Bukti dari eksistensi keberadaan Tarumanegara diketahui dengan ditemukannya tujuh buah prasasti batu yang telah ditemukan. Ketujuh buah prasasti itu, Lima diantaranya terdapat di Bogor, satu di Jakarta dan satu di Lebak, Banten. Dari prasasti-prasasti ini diketahui bahwa kerajaan dipimpin oleh Rajadirajaguru Jayasinghawarman pada tahun 358 dan dia memerintah sampai tahun 382. Makam Rajadirajaguru Jayasingawarman ada di sekitar sungai Gomati (wilayah Bekasi).

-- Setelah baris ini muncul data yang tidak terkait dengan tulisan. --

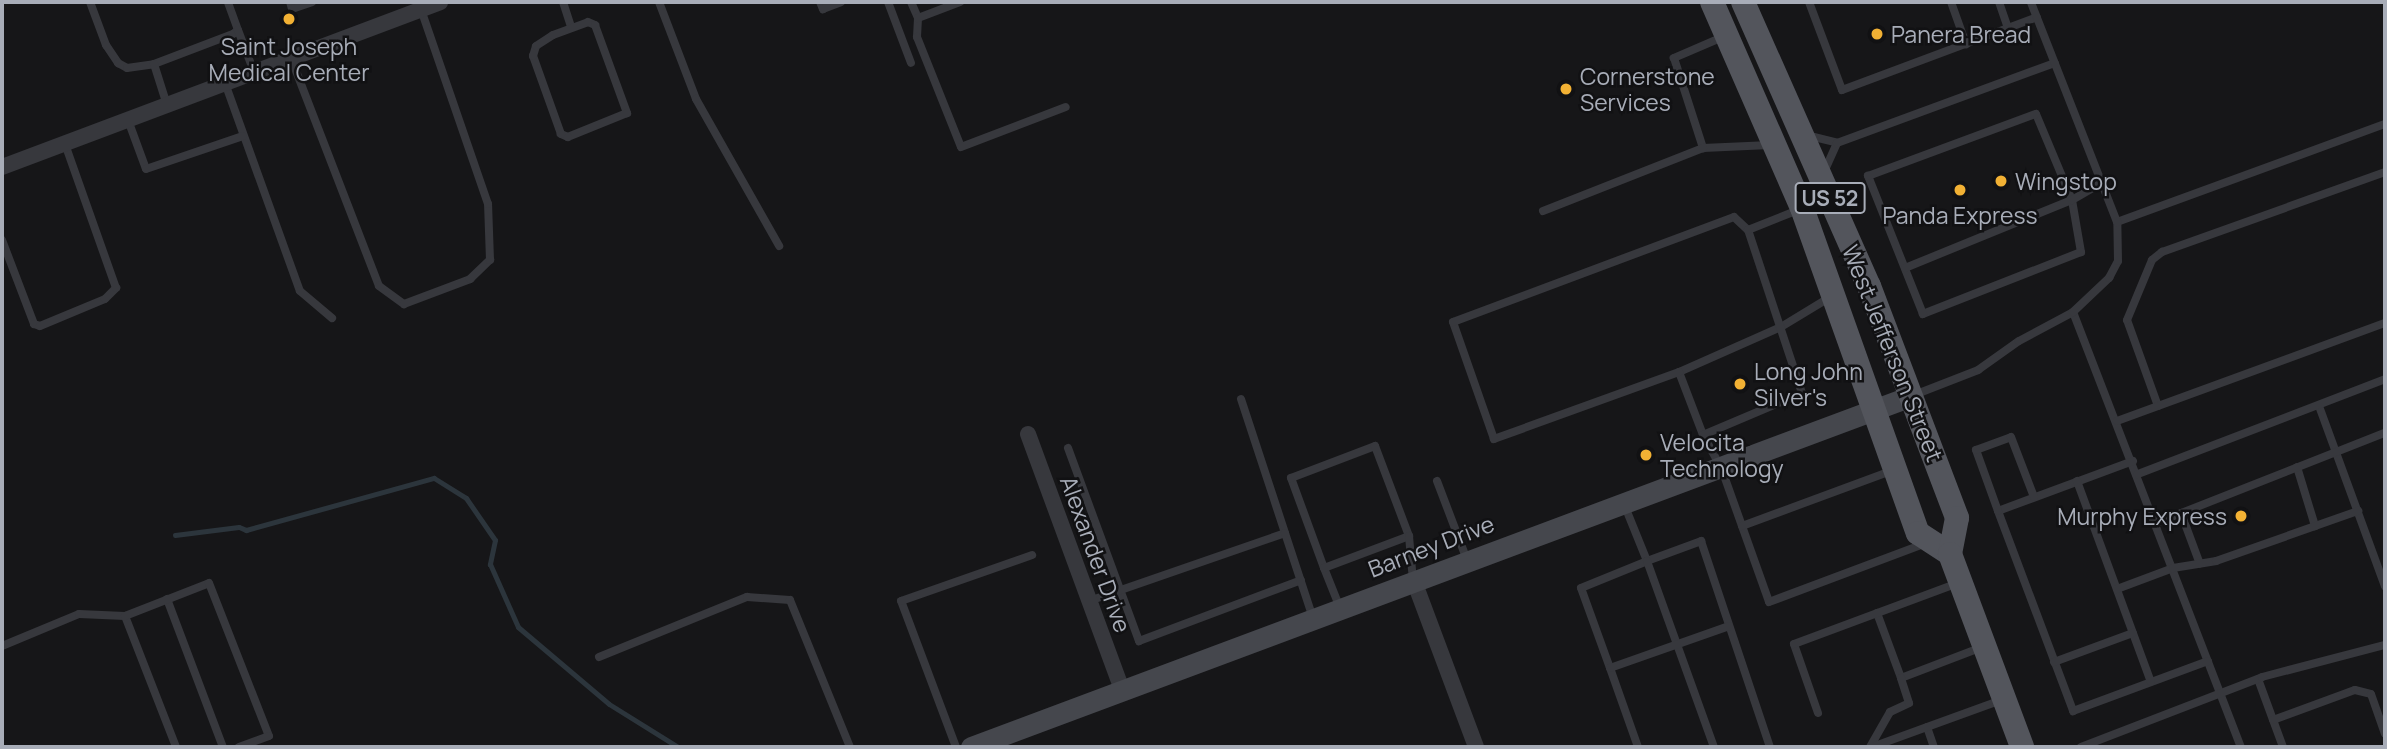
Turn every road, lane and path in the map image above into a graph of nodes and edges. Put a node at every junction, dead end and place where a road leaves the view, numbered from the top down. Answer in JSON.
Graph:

Latar Belakang Berdirinya Tarumanegara
Setelah peperangan yang terjadi di negeri India antara Kerajaan Maurya dengan koalisi Kerajaan Calankayana dan Kerajaan Pallawa dimenangkan oleh Kerajaan Maurya, para bangsawan kedua kerajaan (Kerajaan Calankayana dan Kerajaan Pallawa) mengungsikan diri ke beberapa tempat, termasuk ke negeri-negeri diseberang laut, yaitu ke daerah Semenanjung Tanah Melayu, Pulau Jawa, Pulau Sumatra, Yawana dan sebagainya.
Pada tahun 348 seorang Maharesi bernama Jayasingawarman yang berasal dari Kerajaan Calankayana beserta pengikutnya yang terdiri dari tentara, penduduk sipil tiba di Pulau Jawa dan mulai menetap. Jayasingawarman beserta para pengikutnya mendirikan pemukiman di sebelah barat Sungai Citarum yang diberinama Tarumadesya. Tarumadesya ini adalah wilayah yang menjadi daerah kekuasaan dari Dewawarman VIII, Raja Kerajaan Salakanagara. Oleh karena Kerajaan Calankayana adalah sekutu dari Kerajaan Pallawa, dan Kerajaan Pallawa sendiri banyak terdapat kerabat dari Kerajaan Salakanagara maka Jayasingawarman diperkenankan untuk mendirikan perdukuhannya di sana.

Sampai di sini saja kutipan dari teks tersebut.